▶ [DATASET RECORDS]
"""

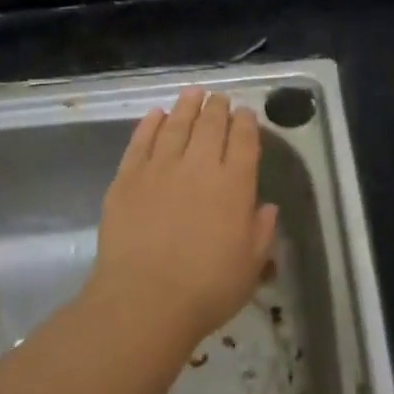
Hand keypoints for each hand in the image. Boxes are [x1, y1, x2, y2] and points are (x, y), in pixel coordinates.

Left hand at [84, 88, 278, 347]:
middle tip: (218, 98)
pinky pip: (141, 140)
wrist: (144, 299)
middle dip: (217, 108)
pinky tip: (155, 114)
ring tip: (192, 93)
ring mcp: (160, 168)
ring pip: (176, 125)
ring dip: (186, 106)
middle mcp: (199, 166)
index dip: (246, 123)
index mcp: (234, 186)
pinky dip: (150, 124)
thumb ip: (261, 232)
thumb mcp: (250, 268)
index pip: (244, 141)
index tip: (244, 112)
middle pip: (210, 125)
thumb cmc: (206, 289)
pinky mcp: (128, 177)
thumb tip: (266, 207)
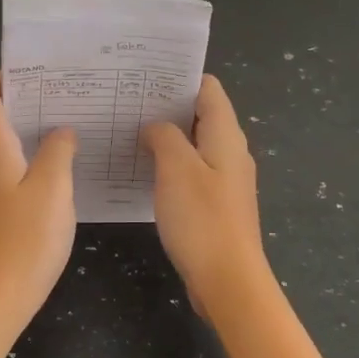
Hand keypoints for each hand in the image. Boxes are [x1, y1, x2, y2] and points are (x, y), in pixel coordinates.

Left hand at [0, 72, 77, 321]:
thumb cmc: (25, 240)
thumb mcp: (53, 189)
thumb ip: (58, 150)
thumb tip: (60, 131)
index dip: (3, 77)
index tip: (39, 80)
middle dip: (25, 102)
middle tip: (66, 101)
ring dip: (28, 131)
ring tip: (67, 132)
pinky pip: (2, 167)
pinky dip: (25, 158)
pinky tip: (56, 172)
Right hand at [142, 76, 272, 316]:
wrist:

"""

▶ [ACTIVITY]
What should come back is an exact copy of the lines above from the line with "pinky dip: (150, 124)" to the line with "thumb tip: (60, 131)", both included, minus the pictures.

▶ [ANSWER BELOW]
pinky dip: (150, 124)
thumb ip: (261, 232)
thumb mcp: (250, 268)
index pip: (244, 141)
index tip: (244, 112)
middle pip: (210, 125)
thumb cmc: (206, 289)
pinky mcp: (128, 177)
thumb tip: (266, 207)
Hand keypoints for each hand in the image. Boxes are [x1, y1, x2, y2] and points are (x, y), in pixel coordinates.

Left hand at [0, 72, 77, 321]:
thumb cmc: (25, 240)
thumb mcp: (53, 189)
thumb ip: (58, 150)
thumb tip: (60, 131)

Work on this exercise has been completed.